ASSIGNMENT
Search the records for the word "nodes" and copy each line in which it appears.

EXERCISE DATA

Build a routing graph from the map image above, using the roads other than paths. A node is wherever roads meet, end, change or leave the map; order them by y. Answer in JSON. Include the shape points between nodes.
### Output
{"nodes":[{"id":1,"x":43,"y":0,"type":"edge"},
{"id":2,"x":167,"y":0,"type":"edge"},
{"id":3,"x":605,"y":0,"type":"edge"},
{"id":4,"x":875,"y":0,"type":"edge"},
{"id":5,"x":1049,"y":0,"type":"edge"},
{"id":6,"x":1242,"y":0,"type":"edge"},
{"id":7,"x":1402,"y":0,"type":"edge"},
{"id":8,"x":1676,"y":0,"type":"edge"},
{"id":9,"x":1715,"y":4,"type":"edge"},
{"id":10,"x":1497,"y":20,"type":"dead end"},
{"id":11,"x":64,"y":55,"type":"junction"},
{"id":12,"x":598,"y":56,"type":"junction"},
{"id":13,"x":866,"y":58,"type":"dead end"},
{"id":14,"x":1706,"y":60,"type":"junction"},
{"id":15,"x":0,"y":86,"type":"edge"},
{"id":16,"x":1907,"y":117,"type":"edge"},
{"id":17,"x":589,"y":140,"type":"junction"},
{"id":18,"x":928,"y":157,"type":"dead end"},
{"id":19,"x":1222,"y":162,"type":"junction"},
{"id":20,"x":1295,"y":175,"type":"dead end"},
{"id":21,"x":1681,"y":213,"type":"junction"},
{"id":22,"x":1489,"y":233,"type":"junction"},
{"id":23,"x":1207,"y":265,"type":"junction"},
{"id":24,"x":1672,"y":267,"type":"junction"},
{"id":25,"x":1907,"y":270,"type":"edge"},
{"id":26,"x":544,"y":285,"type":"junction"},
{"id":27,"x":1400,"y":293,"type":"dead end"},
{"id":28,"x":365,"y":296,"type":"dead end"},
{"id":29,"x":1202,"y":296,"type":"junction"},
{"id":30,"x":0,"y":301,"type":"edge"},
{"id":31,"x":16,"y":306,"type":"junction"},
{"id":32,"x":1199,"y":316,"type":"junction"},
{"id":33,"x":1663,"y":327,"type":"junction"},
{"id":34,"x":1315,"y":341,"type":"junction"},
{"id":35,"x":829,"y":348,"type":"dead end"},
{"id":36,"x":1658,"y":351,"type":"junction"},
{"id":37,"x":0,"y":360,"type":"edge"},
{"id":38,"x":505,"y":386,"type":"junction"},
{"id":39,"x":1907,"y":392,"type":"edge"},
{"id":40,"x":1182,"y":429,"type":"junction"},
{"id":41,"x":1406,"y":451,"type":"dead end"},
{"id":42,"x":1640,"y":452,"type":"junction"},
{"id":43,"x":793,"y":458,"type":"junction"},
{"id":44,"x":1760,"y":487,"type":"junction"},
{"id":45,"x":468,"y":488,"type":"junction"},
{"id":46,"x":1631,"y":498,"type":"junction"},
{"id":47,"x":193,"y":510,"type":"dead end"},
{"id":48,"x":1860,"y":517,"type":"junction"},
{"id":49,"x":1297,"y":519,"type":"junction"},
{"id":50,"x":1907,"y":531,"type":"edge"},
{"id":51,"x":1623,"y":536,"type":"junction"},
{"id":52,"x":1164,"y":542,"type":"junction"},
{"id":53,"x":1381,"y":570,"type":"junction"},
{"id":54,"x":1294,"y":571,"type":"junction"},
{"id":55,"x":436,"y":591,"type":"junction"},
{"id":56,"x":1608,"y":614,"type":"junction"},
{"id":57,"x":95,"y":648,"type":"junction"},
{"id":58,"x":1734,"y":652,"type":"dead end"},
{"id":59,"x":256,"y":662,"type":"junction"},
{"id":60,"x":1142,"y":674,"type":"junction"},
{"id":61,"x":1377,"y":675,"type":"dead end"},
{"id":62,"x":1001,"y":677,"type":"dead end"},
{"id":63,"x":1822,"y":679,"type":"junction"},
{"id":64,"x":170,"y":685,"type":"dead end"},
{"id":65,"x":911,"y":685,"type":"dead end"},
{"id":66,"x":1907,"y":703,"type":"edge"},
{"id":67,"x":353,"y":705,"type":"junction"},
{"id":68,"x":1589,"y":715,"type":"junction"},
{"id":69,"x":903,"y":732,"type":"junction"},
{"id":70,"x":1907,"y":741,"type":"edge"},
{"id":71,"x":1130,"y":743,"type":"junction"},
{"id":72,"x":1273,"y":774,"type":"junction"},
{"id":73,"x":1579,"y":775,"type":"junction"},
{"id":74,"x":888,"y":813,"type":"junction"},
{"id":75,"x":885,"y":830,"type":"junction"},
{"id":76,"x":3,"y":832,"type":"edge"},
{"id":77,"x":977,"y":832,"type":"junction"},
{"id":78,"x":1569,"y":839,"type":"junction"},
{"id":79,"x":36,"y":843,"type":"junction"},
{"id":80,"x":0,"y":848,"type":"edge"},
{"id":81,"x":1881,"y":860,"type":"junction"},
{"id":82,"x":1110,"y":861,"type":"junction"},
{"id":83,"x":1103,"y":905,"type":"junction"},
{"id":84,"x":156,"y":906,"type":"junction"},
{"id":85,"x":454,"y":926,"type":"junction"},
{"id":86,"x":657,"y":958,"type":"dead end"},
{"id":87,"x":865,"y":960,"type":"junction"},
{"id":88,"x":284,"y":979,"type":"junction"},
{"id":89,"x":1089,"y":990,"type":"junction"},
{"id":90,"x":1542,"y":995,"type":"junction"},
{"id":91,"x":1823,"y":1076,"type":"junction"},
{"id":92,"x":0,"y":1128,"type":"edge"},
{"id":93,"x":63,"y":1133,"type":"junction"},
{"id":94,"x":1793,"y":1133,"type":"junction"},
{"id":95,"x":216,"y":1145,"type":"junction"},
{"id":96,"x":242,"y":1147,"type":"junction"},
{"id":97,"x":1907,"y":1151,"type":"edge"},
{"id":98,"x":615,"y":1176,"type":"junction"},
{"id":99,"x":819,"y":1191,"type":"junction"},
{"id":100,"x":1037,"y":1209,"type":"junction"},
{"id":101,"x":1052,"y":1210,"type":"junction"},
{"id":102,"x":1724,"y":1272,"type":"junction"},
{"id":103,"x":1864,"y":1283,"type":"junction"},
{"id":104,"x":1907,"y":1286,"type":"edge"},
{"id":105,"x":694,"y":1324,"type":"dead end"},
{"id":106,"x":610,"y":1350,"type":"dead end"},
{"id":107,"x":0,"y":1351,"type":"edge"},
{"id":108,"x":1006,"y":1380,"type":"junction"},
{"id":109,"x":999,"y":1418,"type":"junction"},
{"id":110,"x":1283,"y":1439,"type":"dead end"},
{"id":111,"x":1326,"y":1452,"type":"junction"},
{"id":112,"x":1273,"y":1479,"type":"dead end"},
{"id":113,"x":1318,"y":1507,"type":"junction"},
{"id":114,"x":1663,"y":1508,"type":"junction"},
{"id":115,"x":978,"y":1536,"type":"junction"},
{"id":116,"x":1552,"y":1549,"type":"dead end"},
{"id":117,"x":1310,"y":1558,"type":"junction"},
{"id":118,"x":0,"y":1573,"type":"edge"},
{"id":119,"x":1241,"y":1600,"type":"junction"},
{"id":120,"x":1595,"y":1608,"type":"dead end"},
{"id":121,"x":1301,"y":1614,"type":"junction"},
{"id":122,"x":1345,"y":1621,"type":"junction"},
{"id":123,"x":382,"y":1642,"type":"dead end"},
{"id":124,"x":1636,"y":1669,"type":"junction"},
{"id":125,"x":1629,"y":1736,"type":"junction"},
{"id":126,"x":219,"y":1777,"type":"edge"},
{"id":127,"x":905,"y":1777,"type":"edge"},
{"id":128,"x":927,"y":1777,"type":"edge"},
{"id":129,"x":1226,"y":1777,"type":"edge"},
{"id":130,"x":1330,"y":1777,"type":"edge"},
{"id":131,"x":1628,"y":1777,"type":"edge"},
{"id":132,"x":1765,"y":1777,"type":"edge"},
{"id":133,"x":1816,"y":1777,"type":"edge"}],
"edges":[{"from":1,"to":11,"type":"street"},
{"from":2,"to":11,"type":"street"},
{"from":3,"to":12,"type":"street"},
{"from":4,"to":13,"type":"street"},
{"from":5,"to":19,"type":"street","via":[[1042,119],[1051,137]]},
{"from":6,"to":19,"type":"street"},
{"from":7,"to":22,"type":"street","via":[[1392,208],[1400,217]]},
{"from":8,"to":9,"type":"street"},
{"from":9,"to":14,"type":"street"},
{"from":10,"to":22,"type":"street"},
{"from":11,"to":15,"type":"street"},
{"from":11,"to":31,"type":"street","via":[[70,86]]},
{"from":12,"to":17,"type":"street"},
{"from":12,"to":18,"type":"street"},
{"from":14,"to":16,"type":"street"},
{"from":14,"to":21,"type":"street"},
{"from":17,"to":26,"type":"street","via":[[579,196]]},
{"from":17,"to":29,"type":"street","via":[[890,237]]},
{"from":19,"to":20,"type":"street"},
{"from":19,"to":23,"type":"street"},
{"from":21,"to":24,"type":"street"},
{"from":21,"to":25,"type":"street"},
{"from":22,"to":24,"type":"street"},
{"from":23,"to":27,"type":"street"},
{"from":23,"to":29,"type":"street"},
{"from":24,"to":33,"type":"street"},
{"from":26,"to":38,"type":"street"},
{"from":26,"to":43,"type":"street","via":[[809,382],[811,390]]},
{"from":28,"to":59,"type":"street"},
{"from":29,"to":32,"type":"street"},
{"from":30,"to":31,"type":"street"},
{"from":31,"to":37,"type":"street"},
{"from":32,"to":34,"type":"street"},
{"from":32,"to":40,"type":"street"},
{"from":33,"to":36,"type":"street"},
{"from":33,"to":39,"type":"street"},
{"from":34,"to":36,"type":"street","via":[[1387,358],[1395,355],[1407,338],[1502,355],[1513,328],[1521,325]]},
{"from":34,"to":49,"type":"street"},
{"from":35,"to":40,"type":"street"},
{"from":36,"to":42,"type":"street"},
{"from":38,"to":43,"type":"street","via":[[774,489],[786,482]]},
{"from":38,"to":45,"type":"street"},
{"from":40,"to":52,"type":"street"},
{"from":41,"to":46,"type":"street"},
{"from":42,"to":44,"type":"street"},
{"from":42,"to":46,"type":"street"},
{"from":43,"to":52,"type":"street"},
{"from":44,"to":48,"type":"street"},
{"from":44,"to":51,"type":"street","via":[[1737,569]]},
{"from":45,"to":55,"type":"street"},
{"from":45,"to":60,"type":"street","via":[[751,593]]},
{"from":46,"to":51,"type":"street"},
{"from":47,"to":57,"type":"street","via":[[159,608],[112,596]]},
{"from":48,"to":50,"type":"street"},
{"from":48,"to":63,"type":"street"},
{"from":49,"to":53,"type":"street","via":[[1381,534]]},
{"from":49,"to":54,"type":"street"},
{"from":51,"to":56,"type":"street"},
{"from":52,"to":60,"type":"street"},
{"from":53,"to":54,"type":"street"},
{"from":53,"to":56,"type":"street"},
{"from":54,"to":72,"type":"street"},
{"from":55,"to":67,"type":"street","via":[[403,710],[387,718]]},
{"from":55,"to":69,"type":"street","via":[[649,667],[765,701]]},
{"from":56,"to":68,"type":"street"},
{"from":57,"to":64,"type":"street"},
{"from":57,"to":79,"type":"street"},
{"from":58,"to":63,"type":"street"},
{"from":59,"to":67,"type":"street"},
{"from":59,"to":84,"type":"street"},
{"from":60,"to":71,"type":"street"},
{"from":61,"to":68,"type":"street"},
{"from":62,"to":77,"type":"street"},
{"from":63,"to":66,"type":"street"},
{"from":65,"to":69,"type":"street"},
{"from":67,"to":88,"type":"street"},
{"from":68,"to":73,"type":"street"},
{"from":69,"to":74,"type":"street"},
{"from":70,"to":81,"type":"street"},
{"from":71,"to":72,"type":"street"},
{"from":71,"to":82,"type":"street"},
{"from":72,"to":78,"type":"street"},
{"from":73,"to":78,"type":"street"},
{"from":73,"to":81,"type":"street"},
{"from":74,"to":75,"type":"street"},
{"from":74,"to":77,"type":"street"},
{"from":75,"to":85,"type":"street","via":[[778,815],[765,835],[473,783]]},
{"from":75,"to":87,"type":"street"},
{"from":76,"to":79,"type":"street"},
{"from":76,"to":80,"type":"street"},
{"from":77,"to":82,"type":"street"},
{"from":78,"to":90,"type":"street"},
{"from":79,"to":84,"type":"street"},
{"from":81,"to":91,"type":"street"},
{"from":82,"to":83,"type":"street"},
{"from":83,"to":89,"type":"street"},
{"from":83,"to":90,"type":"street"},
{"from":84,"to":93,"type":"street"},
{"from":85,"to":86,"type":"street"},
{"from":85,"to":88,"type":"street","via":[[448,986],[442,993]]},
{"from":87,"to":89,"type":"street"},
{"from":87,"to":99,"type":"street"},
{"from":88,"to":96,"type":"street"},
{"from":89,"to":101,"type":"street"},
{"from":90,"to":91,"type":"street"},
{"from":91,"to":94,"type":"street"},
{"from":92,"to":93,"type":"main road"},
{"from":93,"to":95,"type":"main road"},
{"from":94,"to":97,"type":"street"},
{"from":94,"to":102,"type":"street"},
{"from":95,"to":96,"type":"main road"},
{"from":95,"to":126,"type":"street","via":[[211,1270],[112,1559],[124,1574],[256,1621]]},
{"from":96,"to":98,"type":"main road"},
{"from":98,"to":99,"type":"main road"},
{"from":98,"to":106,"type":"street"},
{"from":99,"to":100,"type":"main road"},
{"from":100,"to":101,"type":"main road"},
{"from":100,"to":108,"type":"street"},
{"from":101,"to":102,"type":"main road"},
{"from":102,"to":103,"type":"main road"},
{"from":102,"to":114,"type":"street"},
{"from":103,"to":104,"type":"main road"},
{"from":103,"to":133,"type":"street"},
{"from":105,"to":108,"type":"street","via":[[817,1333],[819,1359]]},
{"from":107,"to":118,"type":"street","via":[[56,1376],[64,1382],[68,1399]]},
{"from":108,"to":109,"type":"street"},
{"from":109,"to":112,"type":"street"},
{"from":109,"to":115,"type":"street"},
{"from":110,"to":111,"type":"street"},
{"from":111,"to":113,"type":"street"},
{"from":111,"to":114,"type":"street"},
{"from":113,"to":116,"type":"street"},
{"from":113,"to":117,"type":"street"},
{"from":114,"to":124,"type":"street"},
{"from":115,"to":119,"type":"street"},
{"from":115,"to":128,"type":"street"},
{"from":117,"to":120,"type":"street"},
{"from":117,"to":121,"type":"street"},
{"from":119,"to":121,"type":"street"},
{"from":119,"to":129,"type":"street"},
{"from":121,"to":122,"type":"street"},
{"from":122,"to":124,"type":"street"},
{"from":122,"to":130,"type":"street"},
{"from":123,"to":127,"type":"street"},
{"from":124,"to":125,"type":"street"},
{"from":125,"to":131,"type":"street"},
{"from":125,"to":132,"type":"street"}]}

SOLUTION
Build a routing graph from the map image above, using the roads other than paths. A node is wherever roads meet, end, change or leave the map; order them by y. Answer in JSON. Include the shape points between nodes.
{"nodes":[{"id":1,"x":43,"y":0,"type":"edge"},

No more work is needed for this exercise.